__INFORMATION PROVIDED__

········

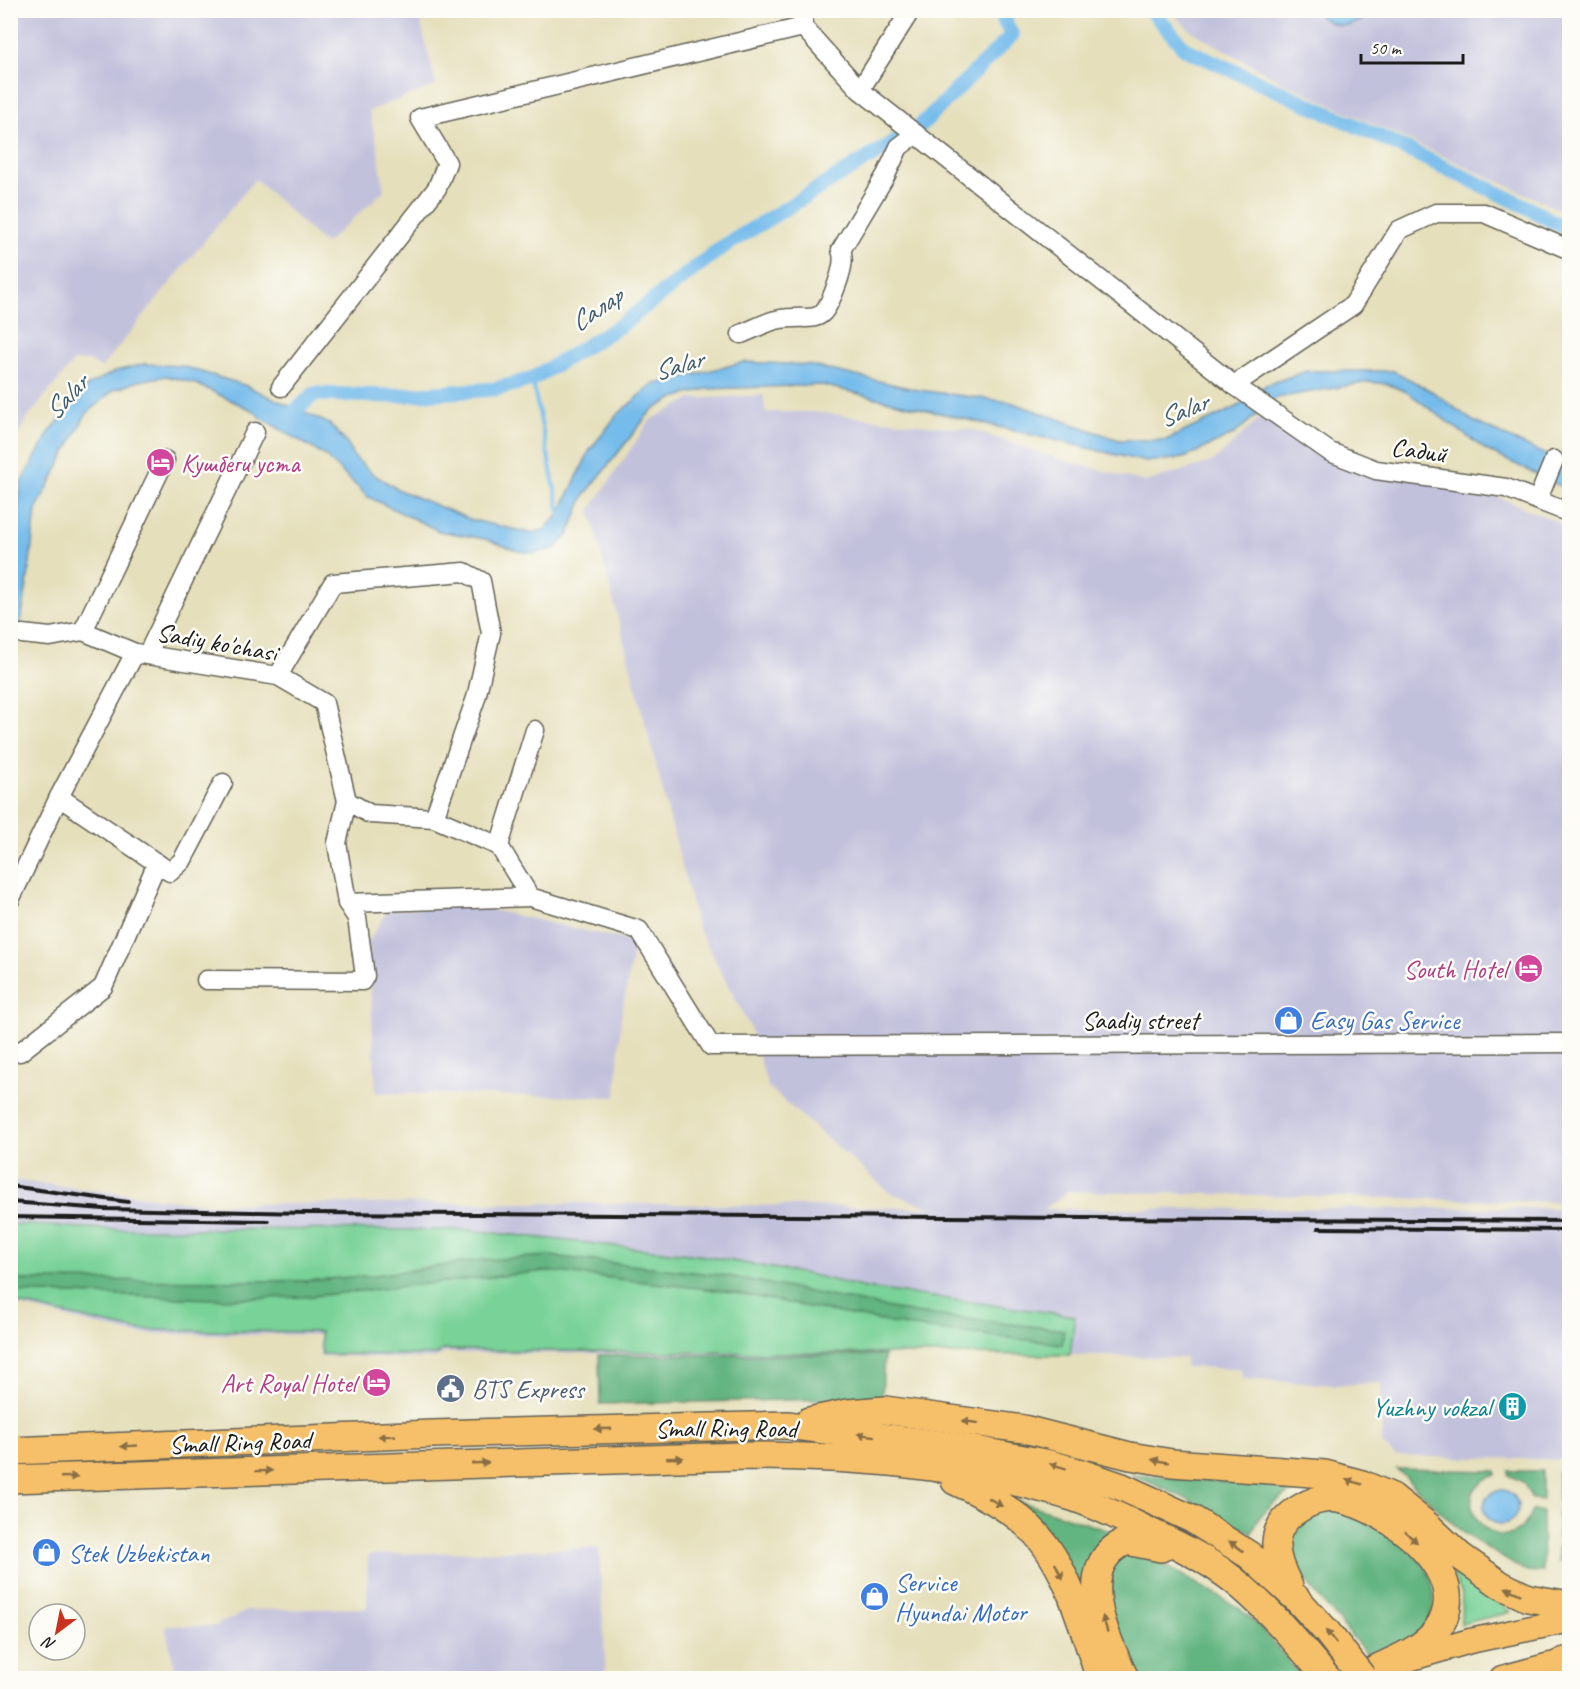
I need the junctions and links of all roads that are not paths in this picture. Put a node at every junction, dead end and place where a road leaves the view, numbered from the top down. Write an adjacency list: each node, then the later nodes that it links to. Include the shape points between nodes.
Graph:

········

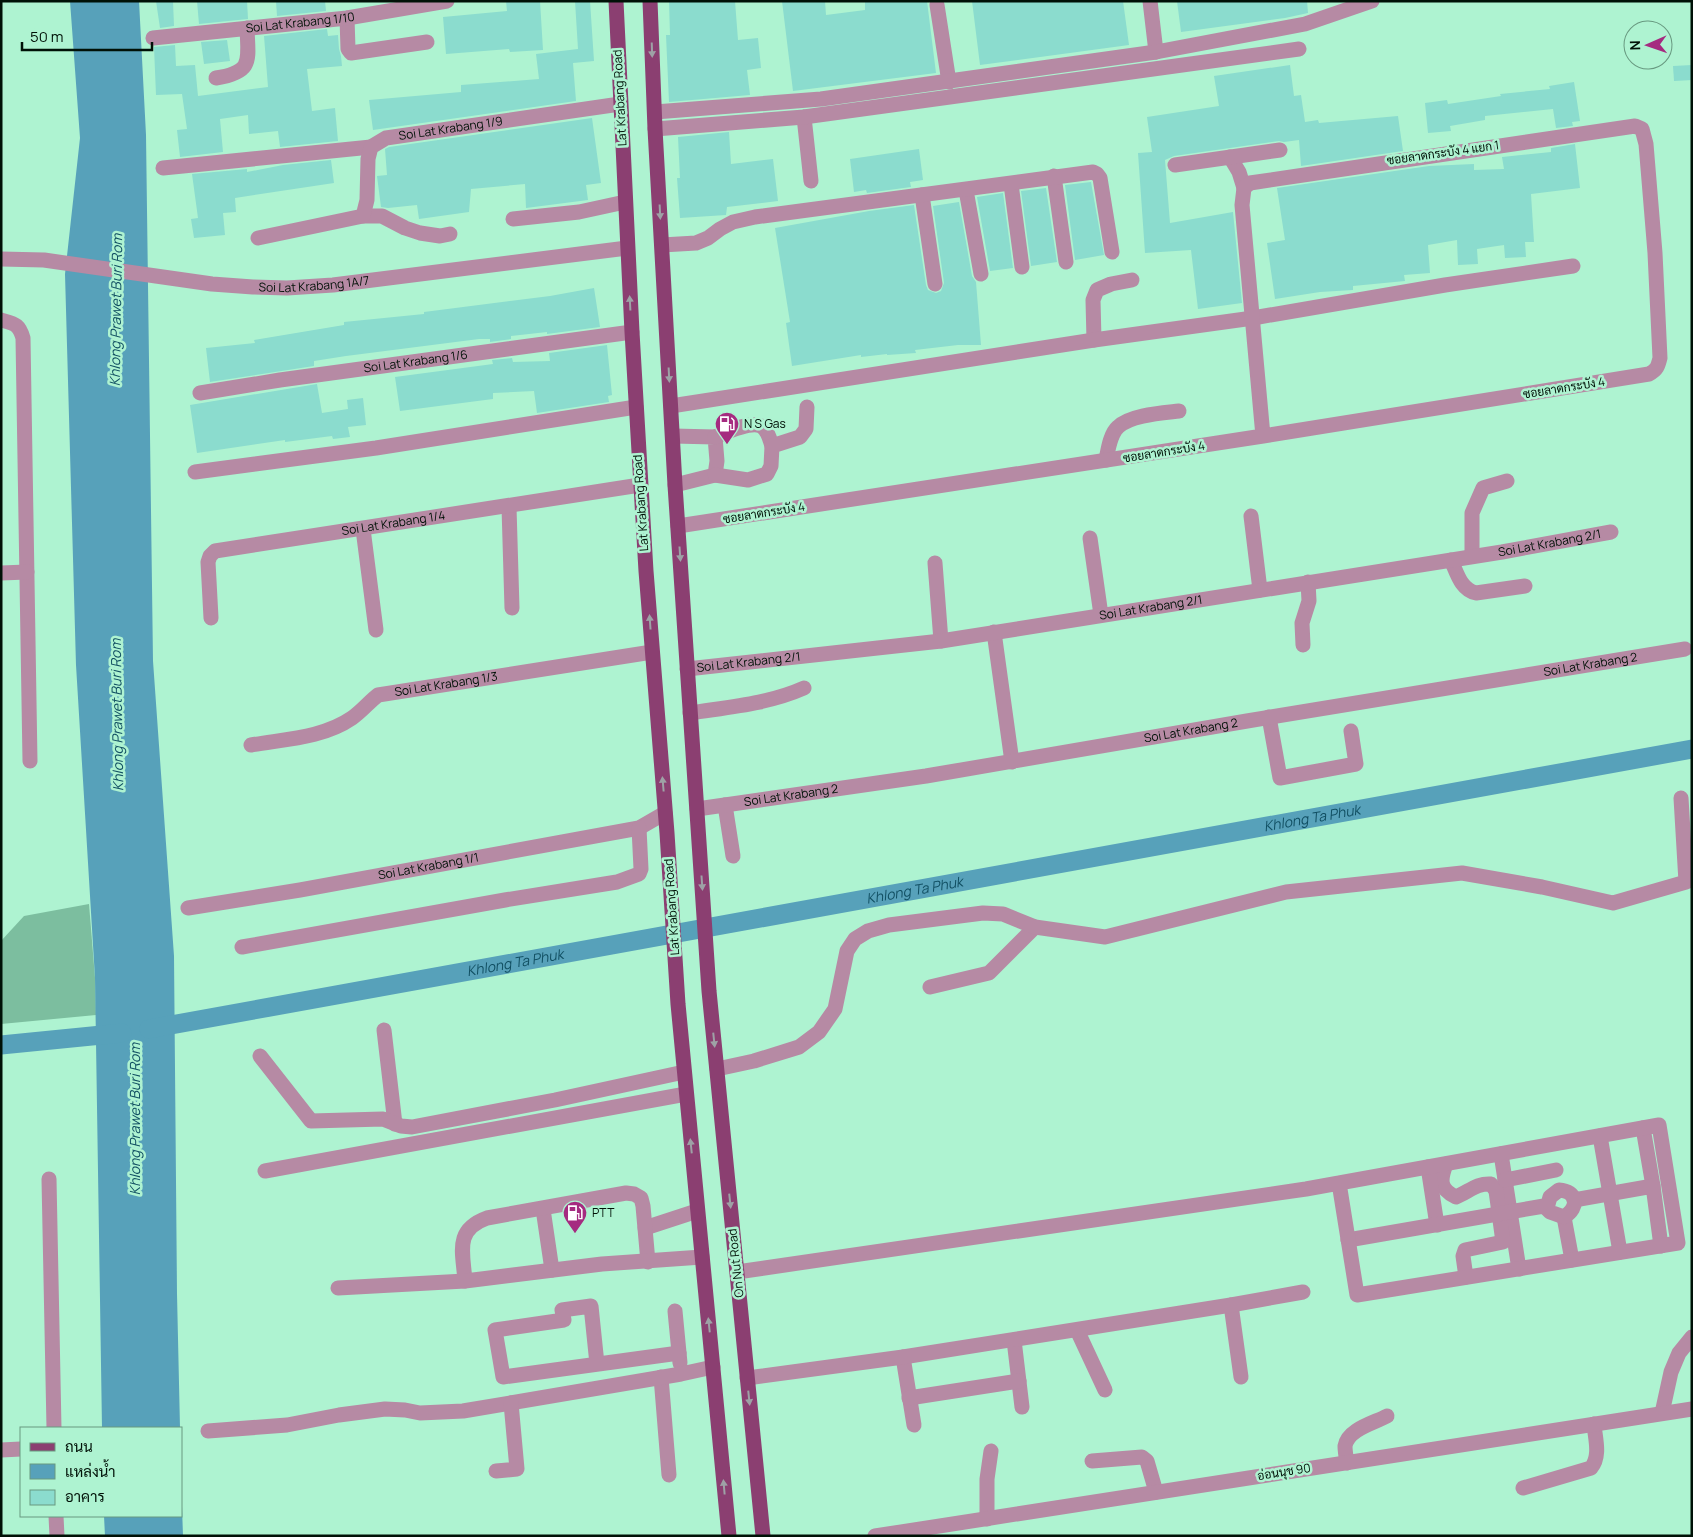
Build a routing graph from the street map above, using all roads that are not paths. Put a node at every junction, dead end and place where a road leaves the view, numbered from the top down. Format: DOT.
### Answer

········

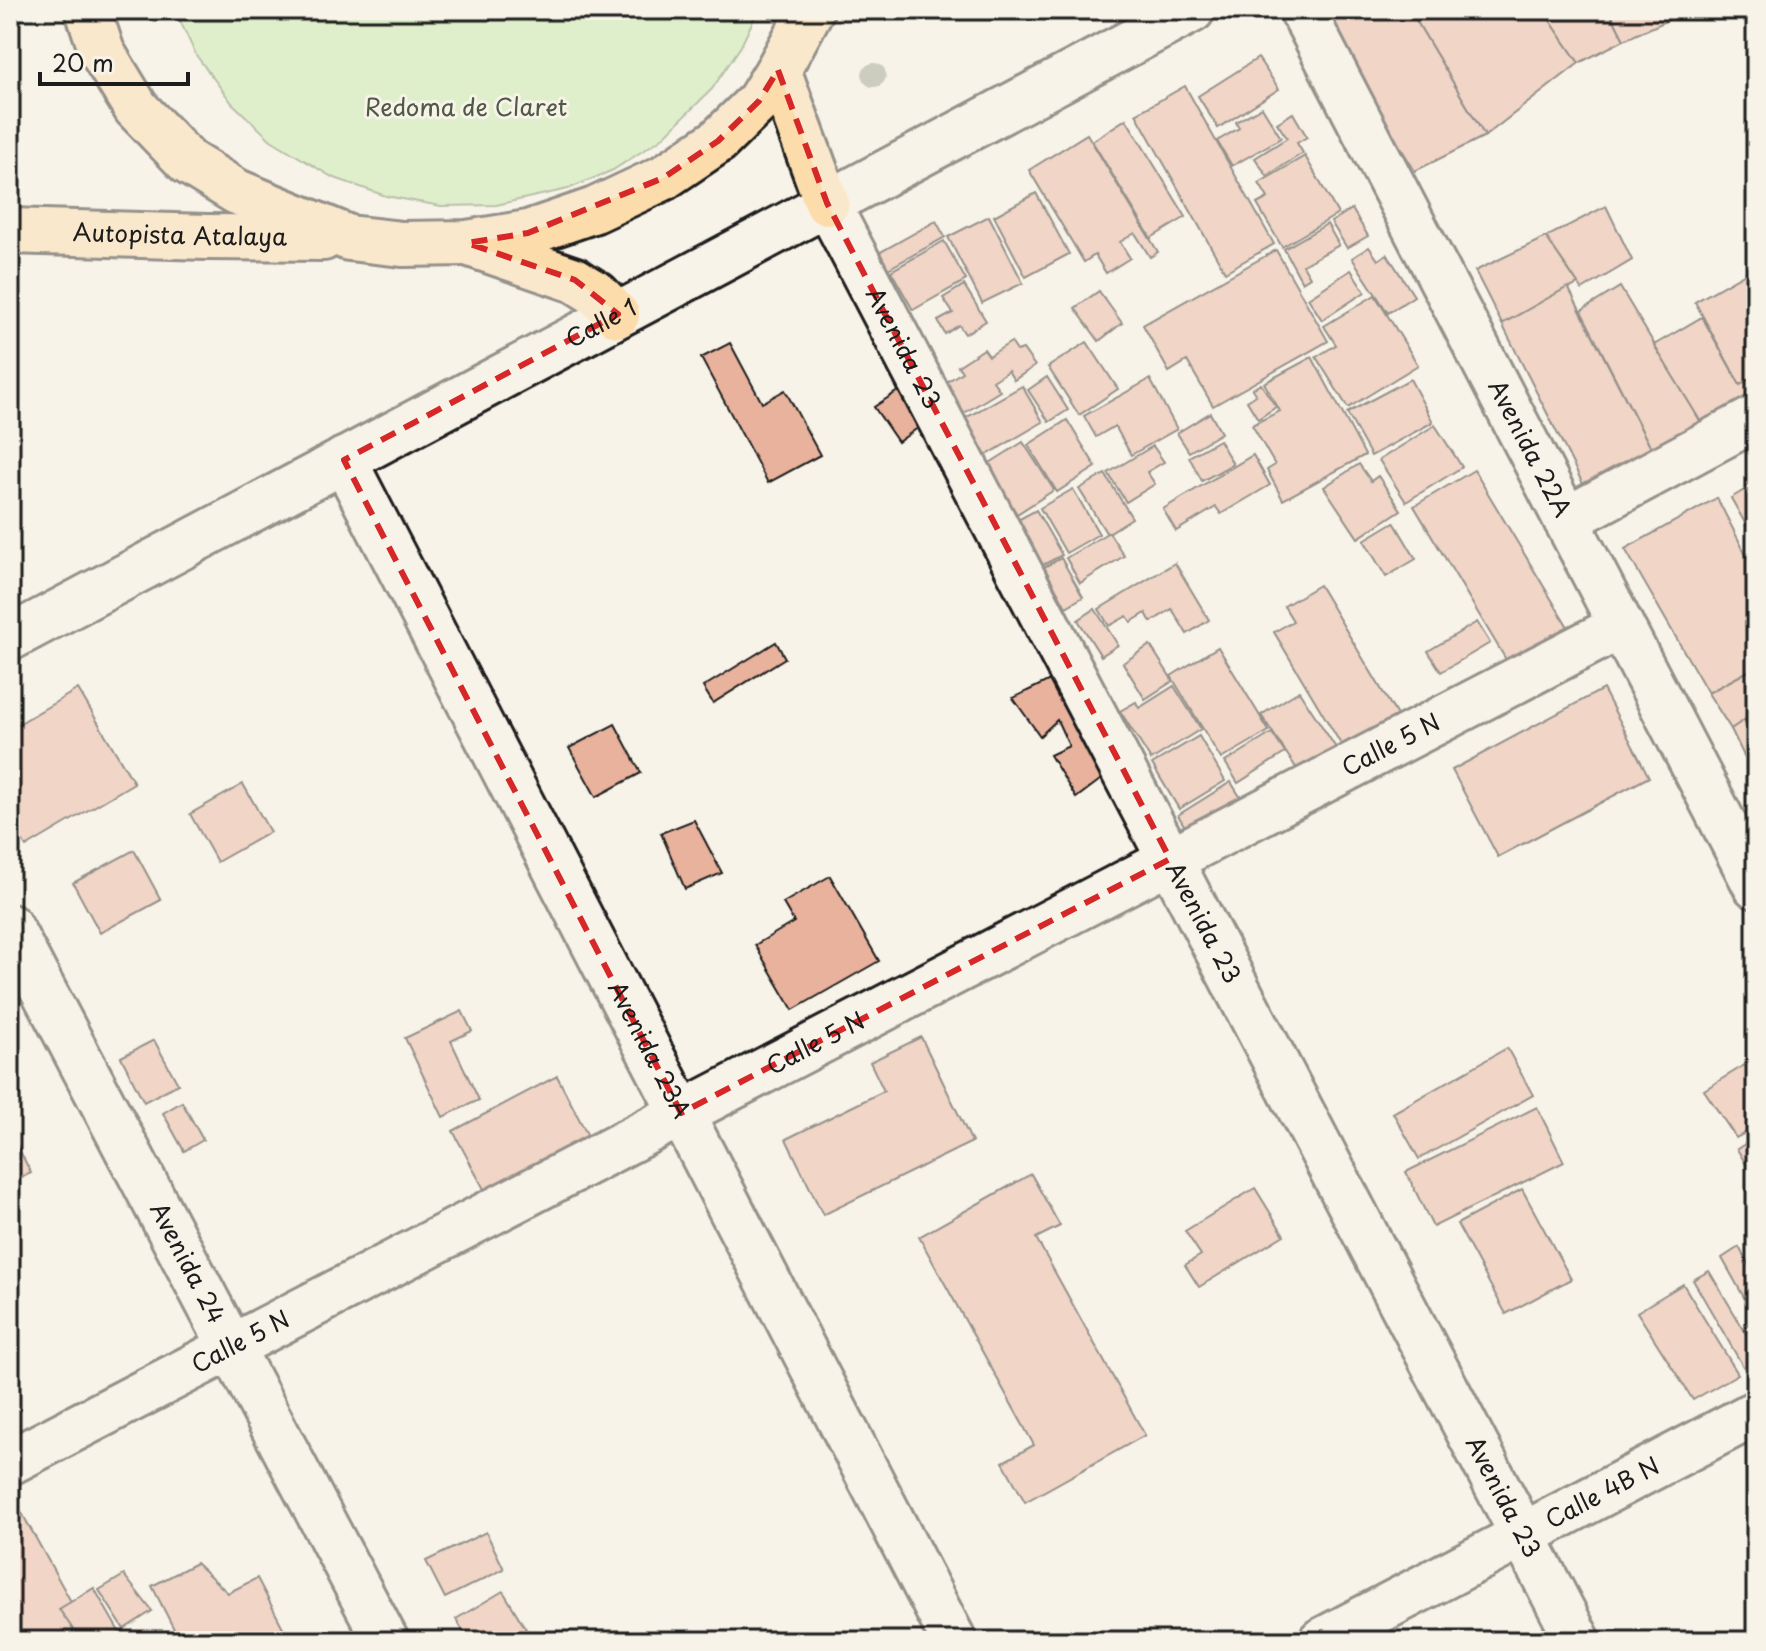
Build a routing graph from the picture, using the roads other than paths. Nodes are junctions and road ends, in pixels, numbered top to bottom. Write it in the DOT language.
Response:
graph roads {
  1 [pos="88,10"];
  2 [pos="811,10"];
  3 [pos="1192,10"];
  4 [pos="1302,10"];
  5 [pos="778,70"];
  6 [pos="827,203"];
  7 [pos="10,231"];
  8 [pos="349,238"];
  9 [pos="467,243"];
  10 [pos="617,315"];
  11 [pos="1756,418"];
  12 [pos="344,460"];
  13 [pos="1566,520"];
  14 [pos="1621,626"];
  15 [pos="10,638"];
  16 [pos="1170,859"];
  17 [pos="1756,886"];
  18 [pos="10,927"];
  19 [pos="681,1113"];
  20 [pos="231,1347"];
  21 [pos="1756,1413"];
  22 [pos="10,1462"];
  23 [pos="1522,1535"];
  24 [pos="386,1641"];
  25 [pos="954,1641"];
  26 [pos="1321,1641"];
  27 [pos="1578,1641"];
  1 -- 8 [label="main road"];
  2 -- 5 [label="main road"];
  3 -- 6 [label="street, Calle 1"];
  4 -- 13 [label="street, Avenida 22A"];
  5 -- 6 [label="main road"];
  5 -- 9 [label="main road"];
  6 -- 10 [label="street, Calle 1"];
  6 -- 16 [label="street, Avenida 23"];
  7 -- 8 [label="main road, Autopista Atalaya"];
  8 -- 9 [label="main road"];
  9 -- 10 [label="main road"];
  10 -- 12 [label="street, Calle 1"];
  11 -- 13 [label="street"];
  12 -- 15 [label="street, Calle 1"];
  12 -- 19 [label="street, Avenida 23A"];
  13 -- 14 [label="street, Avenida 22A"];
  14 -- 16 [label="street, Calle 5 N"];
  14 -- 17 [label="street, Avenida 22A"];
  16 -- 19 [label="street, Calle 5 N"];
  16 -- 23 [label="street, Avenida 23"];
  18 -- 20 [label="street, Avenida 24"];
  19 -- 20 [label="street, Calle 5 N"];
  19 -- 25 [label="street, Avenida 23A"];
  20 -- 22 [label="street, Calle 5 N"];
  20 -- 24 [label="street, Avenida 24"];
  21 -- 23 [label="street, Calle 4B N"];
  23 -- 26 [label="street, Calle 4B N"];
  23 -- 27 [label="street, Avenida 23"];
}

········

__YOUR OBJECTIVE__
All lines carrying the word "down" must be copied from the data above.

__SOLUTION TO THE EXERCISE__
I need the junctions and links of all roads that are not paths in this picture. Put a node at every junction, dead end and place where a road leaves the view, numbered from the top down. Write an adjacency list: each node, then the later nodes that it links to. Include the shape points between nodes.
Build a routing graph from the street map above, using all roads that are not paths. Put a node at every junction, dead end and place where a road leaves the view, numbered from the top down. Format: DOT.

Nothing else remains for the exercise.